Ken Festa
2 min readSep 19, 2020

--

Wow, I really had to check myself after reading this...Because I do think that Black women are the most beautiful of all of God's creations. I was honest about this with my wife when she was my girlfriend. That's just the truth, and I've never been able to pretend otherwise. But abusing, objectifying, dehumanizing? I don't think so, thankfully.

I believe that society programs us in ways that we don't always understand. When I was a kid, we were programmed to believe that Farrah Fawcett-Majors was the ideal in female beauty. I had a couple of experiences that knocked me off this programmed course, and made me look at non-White women differently.
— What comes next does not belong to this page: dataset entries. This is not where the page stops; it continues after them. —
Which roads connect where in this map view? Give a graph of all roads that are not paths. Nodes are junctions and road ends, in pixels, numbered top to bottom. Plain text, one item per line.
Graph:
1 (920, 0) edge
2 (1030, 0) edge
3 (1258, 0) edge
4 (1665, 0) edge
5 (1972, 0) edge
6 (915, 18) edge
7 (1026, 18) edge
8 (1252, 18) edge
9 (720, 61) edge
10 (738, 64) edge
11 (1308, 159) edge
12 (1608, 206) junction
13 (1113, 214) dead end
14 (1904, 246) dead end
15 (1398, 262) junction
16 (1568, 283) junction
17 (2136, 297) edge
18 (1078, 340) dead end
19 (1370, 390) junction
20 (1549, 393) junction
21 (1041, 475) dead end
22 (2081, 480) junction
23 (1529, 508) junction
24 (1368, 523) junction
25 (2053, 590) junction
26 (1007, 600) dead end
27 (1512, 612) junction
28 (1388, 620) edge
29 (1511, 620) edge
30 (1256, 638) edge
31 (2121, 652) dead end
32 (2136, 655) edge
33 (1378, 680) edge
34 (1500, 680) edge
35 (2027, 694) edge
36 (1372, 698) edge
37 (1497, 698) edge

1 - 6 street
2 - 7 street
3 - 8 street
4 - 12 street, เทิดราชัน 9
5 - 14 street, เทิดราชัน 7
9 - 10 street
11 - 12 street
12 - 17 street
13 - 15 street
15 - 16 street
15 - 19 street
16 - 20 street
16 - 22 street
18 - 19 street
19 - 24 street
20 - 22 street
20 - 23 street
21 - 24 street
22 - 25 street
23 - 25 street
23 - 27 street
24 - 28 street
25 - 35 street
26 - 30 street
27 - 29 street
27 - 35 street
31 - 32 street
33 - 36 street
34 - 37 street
The first experience was in 3rd grade (and I'm not proud of this...). I was sitting next to the only Black girl in our 3rd-grade class. I looked over at what she was writing. It turned out to be her diary. I'll never forget the 6 words at the top of the page: "I am black. I am ugly." I looked at her, and tried to tell her that, no, she wasn't ugly. That she was really pretty. She was horrified that I'd read her diary (rightly so) and never talked to me again.

The second formative experience was in 7th grade. I was taking an intro-to-acting class and the teacher's assistant, a 10th-grader, this GORGEOUS Black woman, walked into the room. Her name was Gail Grate.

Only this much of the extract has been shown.